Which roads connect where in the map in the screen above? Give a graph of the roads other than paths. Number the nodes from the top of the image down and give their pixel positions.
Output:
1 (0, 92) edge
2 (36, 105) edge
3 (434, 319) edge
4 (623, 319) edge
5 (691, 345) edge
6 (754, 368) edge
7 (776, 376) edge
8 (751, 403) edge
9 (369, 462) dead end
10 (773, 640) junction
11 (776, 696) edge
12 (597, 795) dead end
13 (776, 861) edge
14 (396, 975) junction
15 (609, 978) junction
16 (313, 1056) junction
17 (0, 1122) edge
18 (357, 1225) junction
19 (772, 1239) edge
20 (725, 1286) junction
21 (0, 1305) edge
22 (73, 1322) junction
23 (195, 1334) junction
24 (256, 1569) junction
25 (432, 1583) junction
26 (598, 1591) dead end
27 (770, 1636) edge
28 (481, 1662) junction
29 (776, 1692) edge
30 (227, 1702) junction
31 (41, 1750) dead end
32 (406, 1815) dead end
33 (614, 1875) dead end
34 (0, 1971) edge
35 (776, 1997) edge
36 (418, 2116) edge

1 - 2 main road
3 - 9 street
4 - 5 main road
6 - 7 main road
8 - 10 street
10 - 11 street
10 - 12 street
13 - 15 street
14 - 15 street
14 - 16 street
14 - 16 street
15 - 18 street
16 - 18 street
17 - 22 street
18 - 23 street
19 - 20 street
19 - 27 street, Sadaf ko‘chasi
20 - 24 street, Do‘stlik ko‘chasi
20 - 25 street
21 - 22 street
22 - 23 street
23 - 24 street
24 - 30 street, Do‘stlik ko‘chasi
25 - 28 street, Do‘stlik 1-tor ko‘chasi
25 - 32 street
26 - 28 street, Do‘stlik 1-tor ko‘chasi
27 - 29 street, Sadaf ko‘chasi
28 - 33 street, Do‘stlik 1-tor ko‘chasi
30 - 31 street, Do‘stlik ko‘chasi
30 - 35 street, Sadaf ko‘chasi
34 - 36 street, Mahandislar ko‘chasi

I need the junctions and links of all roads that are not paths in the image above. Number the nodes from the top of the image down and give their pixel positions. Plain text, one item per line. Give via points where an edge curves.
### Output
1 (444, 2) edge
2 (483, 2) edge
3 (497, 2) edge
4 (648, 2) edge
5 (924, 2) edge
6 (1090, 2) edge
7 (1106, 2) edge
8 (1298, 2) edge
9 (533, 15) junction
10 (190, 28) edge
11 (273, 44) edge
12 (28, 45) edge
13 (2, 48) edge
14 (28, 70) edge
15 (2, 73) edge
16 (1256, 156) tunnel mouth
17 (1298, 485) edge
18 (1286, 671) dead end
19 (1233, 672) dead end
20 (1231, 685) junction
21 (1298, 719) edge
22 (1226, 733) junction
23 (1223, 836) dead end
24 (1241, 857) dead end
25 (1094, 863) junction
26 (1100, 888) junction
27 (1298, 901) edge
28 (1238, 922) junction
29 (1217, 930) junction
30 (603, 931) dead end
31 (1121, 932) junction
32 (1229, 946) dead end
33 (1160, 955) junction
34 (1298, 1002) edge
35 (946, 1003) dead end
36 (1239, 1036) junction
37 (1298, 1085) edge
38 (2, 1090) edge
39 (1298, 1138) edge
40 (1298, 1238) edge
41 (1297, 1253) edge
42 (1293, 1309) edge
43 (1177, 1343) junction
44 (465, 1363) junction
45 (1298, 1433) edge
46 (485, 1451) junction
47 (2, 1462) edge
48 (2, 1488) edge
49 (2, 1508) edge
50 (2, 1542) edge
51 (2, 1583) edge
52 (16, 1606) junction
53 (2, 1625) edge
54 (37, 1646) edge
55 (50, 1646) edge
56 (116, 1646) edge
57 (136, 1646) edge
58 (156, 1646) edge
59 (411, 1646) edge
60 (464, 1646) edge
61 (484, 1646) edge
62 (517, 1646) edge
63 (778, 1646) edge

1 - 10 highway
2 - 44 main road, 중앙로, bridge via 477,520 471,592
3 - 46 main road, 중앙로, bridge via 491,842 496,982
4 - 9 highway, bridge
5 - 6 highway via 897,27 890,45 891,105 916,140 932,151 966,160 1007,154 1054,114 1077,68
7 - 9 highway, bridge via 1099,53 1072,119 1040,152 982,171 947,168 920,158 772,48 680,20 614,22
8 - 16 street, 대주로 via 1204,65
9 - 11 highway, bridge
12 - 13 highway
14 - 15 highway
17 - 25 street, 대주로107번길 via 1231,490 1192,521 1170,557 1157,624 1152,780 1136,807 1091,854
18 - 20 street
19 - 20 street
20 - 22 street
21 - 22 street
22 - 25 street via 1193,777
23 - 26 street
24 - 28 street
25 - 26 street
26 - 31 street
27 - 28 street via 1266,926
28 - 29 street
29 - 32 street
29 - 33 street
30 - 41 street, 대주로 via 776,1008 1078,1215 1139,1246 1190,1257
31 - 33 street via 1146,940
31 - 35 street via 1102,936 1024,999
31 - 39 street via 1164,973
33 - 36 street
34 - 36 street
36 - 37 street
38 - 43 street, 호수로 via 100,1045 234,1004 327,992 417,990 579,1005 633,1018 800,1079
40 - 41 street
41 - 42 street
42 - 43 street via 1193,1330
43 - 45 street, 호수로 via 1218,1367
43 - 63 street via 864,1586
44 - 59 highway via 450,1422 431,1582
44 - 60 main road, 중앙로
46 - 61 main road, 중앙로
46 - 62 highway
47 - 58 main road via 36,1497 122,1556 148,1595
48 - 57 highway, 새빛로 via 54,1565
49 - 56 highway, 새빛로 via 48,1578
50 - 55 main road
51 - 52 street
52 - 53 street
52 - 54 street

TASK INSTRUCTIONS: Copy each line above where "give" appears.

ANSWER TO THE PROBLEM:
Which roads connect where in the map in the screen above? Give a graph of the roads other than paths. Number the nodes from the top of the image down and give their pixel positions.
I need the junctions and links of all roads that are not paths in the image above. Number the nodes from the top of the image down and give their pixel positions. Plain text, one item per line. Give via points where an edge curves.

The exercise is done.